その後は、畑に生えていたサツマイモのツルを適度な長さに切って、畑の土に挿した。こうしておくとツルの根本から根っこが生えてきて、新しい芋が出来るのだ。


「あっという間に終わってしまったわね」


全ての作業を終えて、エルナは畑を見回す。種から芽吹いたばかりの小さな芽も、サツマイモのツルも、 生き生きと輝いて見える。


「ポムのおかげよ、ありがとう」


「キュ!」


礼を言うと、ポムは得意そうに胸を張った。大きな尻尾がゆらゆら揺れている。


エルナはその可愛い姿に微笑みを返すと、クワやじょうろを片付け始める。ポムのおかげで大変な思いはしなくて済んだが、慣れない作業で手や服が汚れてしまった。


「ああ、お風呂に入りたいわ」


汚れた自分の姿を見おろし、エルナは思わず独り言を漏らした。


ここに来てから一度もお風呂に入れていない。森番小屋にお風呂はないのだ。


寝る前に濡れたタオルで体を拭いたりしていたが、やっぱりお風呂に入りたいし、髪も洗いたかった。
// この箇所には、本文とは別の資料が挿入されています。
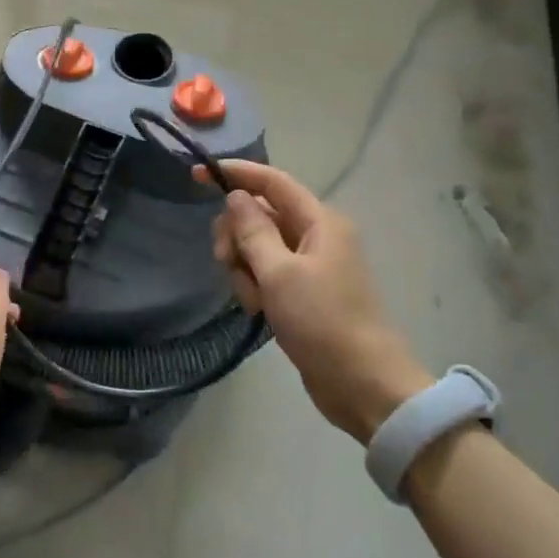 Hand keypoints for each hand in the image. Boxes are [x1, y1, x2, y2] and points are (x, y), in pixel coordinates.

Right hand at [200, 161, 432, 442]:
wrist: (362, 384)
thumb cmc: (322, 322)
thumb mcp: (279, 273)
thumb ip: (253, 230)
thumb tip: (236, 196)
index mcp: (319, 221)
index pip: (271, 182)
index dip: (235, 174)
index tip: (196, 175)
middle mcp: (316, 236)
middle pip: (260, 215)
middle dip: (236, 235)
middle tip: (227, 263)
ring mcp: (310, 265)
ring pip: (258, 247)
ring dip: (244, 268)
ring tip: (254, 300)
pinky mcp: (303, 292)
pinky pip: (267, 274)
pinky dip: (255, 286)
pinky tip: (258, 310) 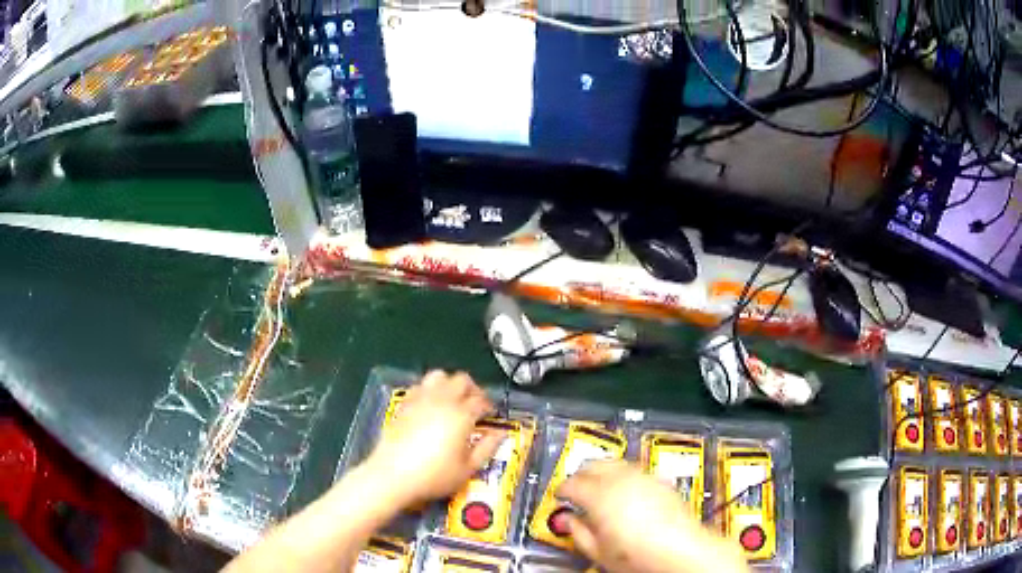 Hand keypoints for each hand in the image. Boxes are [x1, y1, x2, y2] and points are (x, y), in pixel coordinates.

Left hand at [366, 371, 503, 507]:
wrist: (392, 475)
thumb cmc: (434, 476)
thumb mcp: (468, 469)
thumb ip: (487, 448)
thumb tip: (499, 435)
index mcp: (461, 415)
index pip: (481, 401)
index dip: (489, 407)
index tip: (491, 417)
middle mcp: (442, 400)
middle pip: (462, 380)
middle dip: (473, 390)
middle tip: (476, 405)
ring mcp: (420, 399)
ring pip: (439, 376)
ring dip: (450, 384)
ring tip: (453, 400)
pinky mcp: (403, 404)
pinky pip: (420, 386)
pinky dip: (430, 390)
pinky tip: (430, 406)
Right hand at [557, 461, 748, 572]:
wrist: (681, 551)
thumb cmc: (642, 555)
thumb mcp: (598, 551)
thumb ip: (578, 532)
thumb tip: (567, 521)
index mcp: (600, 496)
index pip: (572, 483)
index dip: (561, 489)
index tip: (560, 496)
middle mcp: (622, 480)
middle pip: (593, 464)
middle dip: (581, 473)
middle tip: (575, 487)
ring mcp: (644, 478)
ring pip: (616, 462)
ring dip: (603, 470)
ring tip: (598, 486)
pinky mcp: (661, 481)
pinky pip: (636, 469)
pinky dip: (625, 474)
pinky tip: (625, 488) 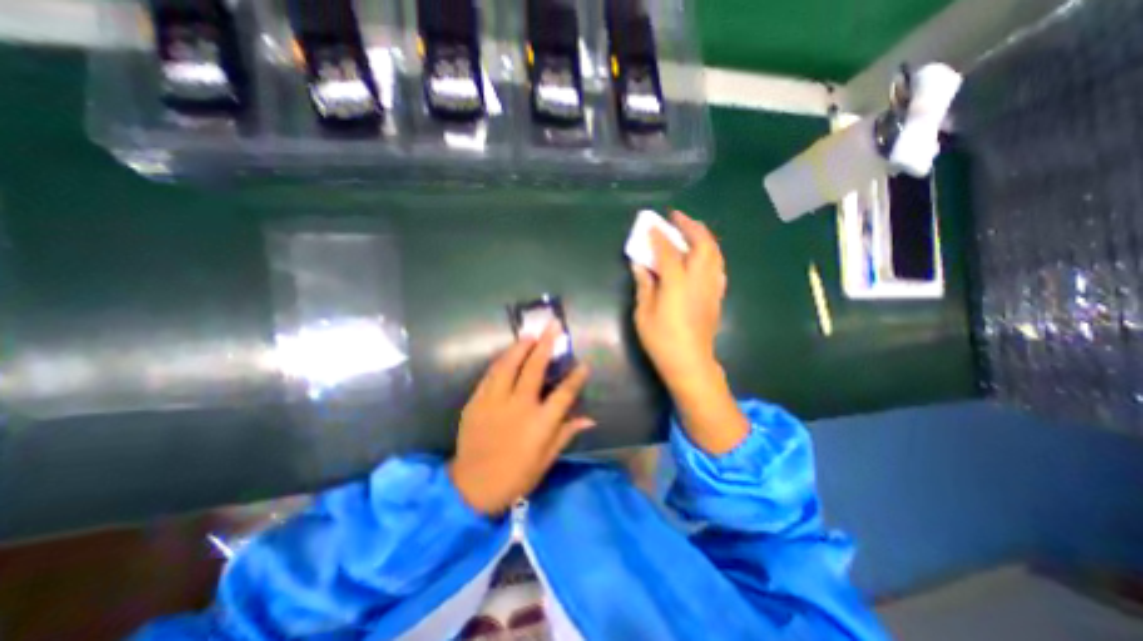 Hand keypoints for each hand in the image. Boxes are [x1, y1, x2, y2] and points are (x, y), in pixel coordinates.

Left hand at [448, 325, 594, 515]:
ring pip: (508, 365)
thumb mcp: (546, 460)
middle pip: (534, 369)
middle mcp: (518, 407)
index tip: (585, 364)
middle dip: (546, 345)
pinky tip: (507, 354)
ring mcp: (494, 402)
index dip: (576, 377)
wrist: (471, 487)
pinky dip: (501, 362)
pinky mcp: (476, 402)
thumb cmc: (515, 476)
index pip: (564, 394)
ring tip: (529, 334)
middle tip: (552, 327)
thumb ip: (566, 434)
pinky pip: (490, 375)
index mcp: (539, 424)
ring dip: (520, 347)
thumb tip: (590, 419)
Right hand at [633, 211, 721, 389]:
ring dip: (704, 237)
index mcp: (677, 284)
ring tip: (691, 230)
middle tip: (677, 218)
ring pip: (715, 253)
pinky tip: (701, 255)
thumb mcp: (644, 313)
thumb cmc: (661, 340)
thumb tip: (640, 265)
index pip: (669, 252)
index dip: (659, 236)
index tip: (652, 225)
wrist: (690, 362)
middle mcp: (699, 280)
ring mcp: (711, 288)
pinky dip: (710, 253)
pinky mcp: (717, 296)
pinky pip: (717, 267)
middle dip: (690, 226)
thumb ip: (644, 285)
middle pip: (702, 245) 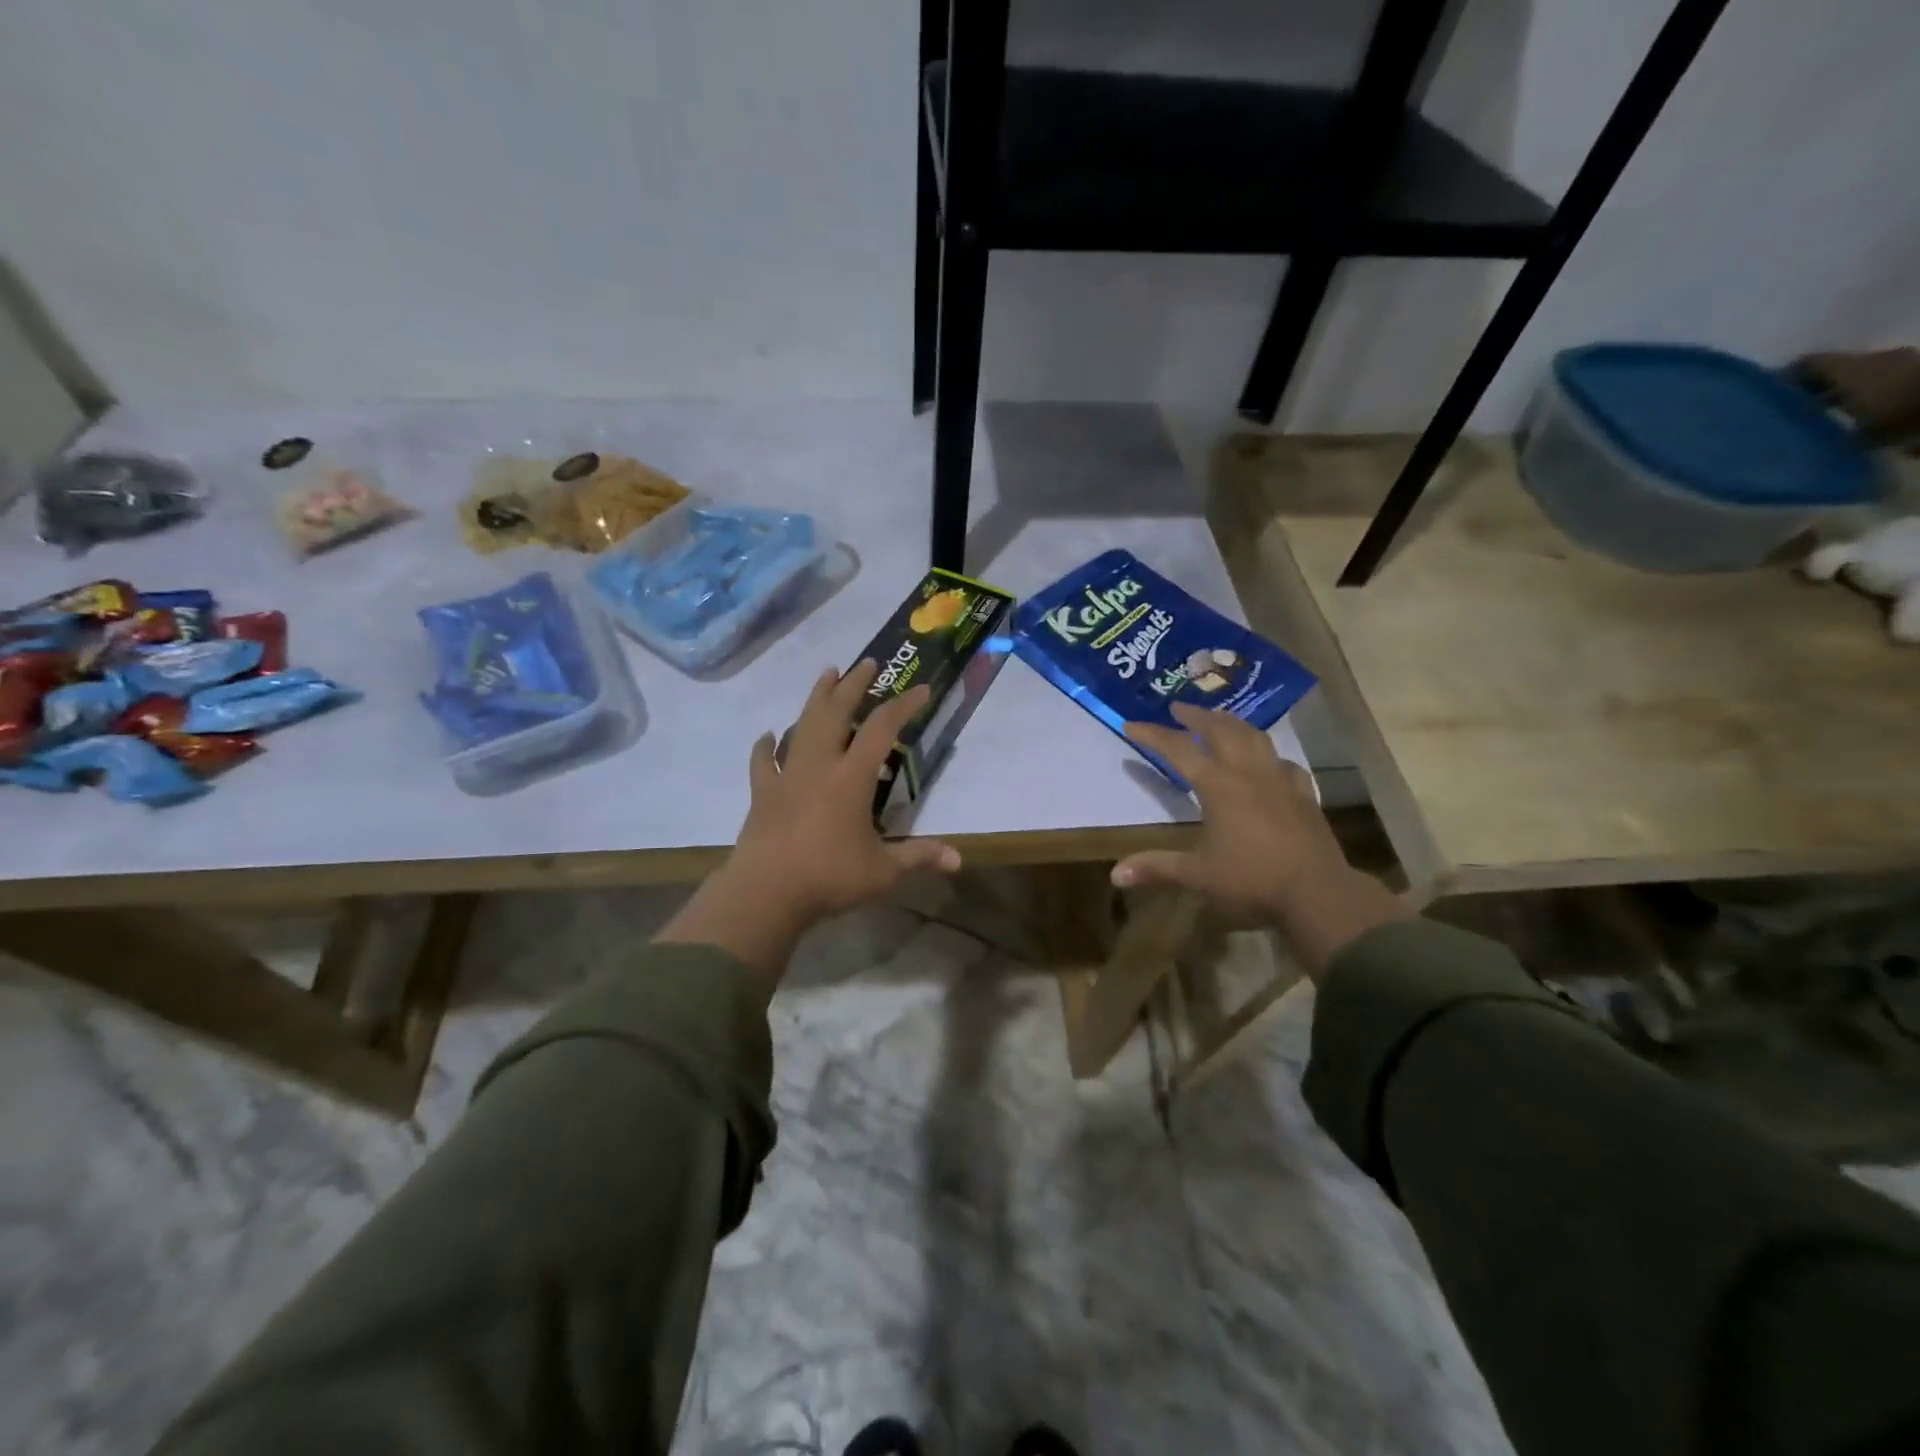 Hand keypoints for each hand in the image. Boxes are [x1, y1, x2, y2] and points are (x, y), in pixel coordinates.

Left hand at [733, 659, 961, 918]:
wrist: (765, 892)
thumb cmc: (828, 877)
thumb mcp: (883, 871)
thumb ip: (919, 858)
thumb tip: (958, 860)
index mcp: (851, 777)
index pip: (881, 729)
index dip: (903, 705)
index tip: (920, 689)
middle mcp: (819, 765)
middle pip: (836, 712)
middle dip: (853, 685)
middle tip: (867, 663)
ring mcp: (787, 775)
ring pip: (801, 725)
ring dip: (816, 698)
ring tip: (826, 675)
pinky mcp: (763, 792)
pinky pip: (763, 761)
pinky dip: (766, 746)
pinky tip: (768, 736)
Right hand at [1112, 703, 1407, 976]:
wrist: (1318, 894)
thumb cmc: (1252, 880)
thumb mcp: (1198, 875)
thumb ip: (1158, 867)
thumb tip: (1116, 874)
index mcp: (1218, 786)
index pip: (1179, 749)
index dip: (1153, 735)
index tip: (1131, 724)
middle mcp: (1248, 773)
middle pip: (1220, 730)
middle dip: (1196, 715)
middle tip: (1178, 707)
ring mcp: (1280, 780)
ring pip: (1255, 737)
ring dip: (1232, 723)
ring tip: (1220, 719)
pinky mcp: (1304, 795)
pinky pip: (1284, 763)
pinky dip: (1269, 754)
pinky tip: (1269, 761) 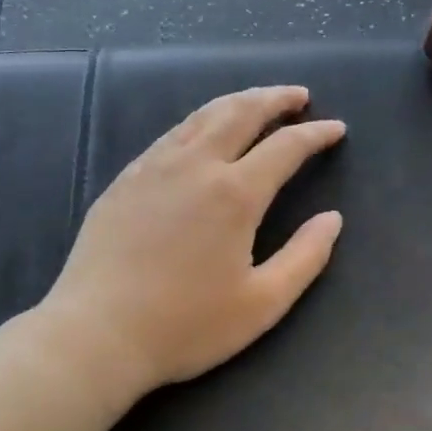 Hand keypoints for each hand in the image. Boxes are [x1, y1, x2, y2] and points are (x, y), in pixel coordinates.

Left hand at [37, 86, 345, 400]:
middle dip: (275, 98)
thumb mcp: (262, 303)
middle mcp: (196, 166)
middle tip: (299, 95)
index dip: (315, 134)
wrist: (96, 335)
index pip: (286, 147)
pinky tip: (203, 131)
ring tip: (258, 101)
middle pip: (241, 112)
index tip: (336, 128)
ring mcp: (154, 167)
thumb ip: (305, 257)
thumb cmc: (186, 325)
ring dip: (237, 102)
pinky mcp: (126, 179)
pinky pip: (172, 134)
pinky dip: (200, 121)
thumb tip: (332, 219)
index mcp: (235, 194)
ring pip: (203, 116)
貴族の家では使用人でも風呂に入って身体を清潔に保つことができる。だが、平民は何日かに一度町の共同浴場に行って、それ以外は家で行水したり体を拭いたりするぐらいだ。


(かといって、町の共同浴場はきっと遠いわよね)


そもそも共同浴場がどこにあるか分からないし、知らない人と一緒にお風呂に入るのは、経験がないのでちょっと恥ずかしかった。


「キュー!」


そんなことをぼんやり考えていると、ポムの呼ぶ声が聞こえた。見れば、小屋とは反対の方向へポムポムと走って行く。


「あっ、どこへ行くの?」


急にどうしたんだろうと、エルナは慌てて追いかける。


ポムは時々立ち止まってこちらを振り返りながら、どこかへ誘導するように跳ねてゆく。


そうして10分くらい歩いただろうか。ポムは森を流れる小川のそばでようやく立ち止まった。


「どうしたの?ここに何かあるの?」


「キュ!」


エルナの問いかけに短く答えると、ポムは前足を合掌するように合わせた。


……フワリ!


先ほどと同じようにポムの体が金色に光った。小川のそばの小さなスペースに光が集まり、渦を巻きはじめる。


「何をするの?」


エルナが驚いている間にも、金色の光はどんどん強くなっていく。しまいには目を開けていられないほどになった。


(ま、眩しい!)


エルナはたまらずにギュッと目をつぶり、手をかざして光から目を守る。


「これって、まさか……」


しばらくして光が弱まったのを感じたので、エルナは顔をあげた。光が集まっていた場所には、小さな池のようなものができていて、ほかほかと温かな湯気が上がっていた。


「やっぱり温泉だわ!」


池に駆け寄って手を入れてみると、お風呂にちょうど良いくらいの湯加減になっていた。かすかに硫黄のような匂いがして、温泉だと分かる。


ブルック伯爵領にはいくつか温泉場があって、子供の頃に母と何度か行ったことがあるのだ。


(ポムは温泉を湧かせることもできるの?)


ポムを振り返ったエルナは、その小さな体がゆらりと揺れるのを見た。


そのまま後ろへポテリと倒れる。


「どうしたのポム!?しっかりして!」


エルナは慌てて駆け寄り、その体を抱き上げた。